▶ [The task] Once the lines below holding the string "drawPath" are counted, give that number alone.

[Collected data entries]

# # # #

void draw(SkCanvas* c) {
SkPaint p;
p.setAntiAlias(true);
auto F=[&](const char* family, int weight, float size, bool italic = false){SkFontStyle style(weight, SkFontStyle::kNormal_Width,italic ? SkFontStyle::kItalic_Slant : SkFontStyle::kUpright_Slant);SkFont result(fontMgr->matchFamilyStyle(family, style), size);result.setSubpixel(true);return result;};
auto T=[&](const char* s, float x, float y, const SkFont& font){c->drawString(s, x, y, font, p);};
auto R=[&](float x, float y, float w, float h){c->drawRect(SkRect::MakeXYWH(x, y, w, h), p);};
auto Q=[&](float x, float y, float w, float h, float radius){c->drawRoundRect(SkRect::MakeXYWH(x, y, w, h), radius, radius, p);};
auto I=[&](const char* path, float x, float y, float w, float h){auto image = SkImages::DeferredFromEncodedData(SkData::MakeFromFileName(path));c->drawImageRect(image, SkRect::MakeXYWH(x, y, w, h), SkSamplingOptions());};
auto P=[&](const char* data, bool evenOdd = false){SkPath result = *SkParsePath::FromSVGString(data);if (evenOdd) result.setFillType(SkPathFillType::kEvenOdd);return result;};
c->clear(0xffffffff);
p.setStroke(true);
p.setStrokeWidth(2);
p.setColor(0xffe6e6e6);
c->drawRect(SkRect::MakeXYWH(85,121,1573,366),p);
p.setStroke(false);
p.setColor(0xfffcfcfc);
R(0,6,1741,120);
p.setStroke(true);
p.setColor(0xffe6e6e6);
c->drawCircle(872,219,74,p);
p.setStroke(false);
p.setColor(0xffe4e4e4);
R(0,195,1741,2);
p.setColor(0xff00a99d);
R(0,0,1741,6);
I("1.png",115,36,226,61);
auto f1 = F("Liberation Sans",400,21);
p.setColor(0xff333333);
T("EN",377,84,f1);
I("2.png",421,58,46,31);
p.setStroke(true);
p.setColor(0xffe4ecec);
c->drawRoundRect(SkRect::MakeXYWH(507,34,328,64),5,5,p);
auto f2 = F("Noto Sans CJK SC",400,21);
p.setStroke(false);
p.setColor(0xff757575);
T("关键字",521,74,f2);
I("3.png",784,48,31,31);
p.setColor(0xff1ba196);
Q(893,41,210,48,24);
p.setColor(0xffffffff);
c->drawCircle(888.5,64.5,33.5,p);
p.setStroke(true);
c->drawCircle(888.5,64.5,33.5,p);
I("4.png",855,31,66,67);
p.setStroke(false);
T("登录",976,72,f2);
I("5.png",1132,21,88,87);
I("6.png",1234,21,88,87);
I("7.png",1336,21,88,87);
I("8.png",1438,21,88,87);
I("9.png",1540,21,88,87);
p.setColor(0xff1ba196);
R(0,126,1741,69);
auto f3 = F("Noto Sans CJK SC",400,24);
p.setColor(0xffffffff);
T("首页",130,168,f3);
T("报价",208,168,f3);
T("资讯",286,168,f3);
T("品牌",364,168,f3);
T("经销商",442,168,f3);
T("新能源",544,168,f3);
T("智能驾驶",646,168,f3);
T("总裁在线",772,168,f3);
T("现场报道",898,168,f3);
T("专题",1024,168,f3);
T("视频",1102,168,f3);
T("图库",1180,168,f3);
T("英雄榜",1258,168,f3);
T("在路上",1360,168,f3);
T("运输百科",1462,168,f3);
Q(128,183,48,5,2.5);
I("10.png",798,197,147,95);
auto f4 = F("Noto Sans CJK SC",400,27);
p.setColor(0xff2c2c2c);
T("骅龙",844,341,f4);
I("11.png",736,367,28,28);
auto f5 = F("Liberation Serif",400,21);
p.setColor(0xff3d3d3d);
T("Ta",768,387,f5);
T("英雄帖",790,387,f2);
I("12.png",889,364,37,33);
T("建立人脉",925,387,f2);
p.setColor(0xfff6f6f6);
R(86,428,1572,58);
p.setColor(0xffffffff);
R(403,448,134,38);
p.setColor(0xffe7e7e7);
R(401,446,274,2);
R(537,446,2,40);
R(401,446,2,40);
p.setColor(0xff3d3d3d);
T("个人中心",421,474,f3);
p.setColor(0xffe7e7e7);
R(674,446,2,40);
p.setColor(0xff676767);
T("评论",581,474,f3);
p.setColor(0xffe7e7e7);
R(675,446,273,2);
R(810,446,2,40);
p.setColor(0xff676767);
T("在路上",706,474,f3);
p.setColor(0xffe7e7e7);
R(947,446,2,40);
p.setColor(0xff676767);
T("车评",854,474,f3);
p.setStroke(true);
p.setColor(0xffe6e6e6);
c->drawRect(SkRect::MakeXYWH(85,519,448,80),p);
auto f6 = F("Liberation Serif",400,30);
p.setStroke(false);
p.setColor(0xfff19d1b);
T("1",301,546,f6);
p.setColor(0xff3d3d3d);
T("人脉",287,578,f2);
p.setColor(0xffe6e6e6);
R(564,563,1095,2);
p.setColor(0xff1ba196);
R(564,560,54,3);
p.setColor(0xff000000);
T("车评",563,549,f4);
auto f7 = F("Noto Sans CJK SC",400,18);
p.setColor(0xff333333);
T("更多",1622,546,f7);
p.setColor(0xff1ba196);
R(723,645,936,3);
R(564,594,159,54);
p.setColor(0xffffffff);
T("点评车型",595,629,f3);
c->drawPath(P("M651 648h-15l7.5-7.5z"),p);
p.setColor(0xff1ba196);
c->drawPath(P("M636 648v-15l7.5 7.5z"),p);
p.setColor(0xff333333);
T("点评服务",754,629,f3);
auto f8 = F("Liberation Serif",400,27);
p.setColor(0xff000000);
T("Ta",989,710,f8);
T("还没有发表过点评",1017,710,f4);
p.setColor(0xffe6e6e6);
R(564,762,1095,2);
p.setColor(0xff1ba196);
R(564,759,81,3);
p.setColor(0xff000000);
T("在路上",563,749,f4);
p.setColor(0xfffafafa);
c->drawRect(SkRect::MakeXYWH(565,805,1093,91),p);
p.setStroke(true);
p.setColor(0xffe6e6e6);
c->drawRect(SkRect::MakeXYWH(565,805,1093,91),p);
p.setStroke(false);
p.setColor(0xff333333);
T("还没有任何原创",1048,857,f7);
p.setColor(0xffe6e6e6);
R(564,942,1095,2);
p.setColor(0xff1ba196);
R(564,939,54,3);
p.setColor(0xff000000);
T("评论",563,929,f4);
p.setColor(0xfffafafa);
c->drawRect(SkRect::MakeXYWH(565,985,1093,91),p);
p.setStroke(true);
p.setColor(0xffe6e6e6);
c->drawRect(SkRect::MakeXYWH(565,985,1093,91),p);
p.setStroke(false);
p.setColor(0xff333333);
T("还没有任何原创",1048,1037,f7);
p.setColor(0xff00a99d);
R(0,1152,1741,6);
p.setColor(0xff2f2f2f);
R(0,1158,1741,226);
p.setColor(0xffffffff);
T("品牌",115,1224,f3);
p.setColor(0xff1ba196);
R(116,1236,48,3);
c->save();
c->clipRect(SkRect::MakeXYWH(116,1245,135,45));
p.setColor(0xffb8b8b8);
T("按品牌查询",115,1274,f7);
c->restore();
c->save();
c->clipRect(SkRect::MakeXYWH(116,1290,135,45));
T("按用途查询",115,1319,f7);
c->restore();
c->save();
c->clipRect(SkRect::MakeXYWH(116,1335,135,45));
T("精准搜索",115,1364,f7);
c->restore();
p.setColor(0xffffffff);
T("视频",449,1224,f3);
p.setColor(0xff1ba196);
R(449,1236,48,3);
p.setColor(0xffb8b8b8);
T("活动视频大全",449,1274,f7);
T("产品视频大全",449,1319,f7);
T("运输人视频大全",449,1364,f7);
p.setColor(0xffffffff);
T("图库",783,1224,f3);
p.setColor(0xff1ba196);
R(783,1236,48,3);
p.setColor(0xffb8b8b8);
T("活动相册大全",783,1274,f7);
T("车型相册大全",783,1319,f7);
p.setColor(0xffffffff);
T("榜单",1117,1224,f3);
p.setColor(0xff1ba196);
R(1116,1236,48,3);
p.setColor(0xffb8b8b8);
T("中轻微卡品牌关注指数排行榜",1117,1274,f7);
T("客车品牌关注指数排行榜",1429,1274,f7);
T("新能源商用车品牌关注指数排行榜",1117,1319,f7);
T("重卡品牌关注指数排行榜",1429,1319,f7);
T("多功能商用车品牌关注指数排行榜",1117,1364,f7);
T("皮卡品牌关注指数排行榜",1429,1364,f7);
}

# # # #

▶ [Written solution] 2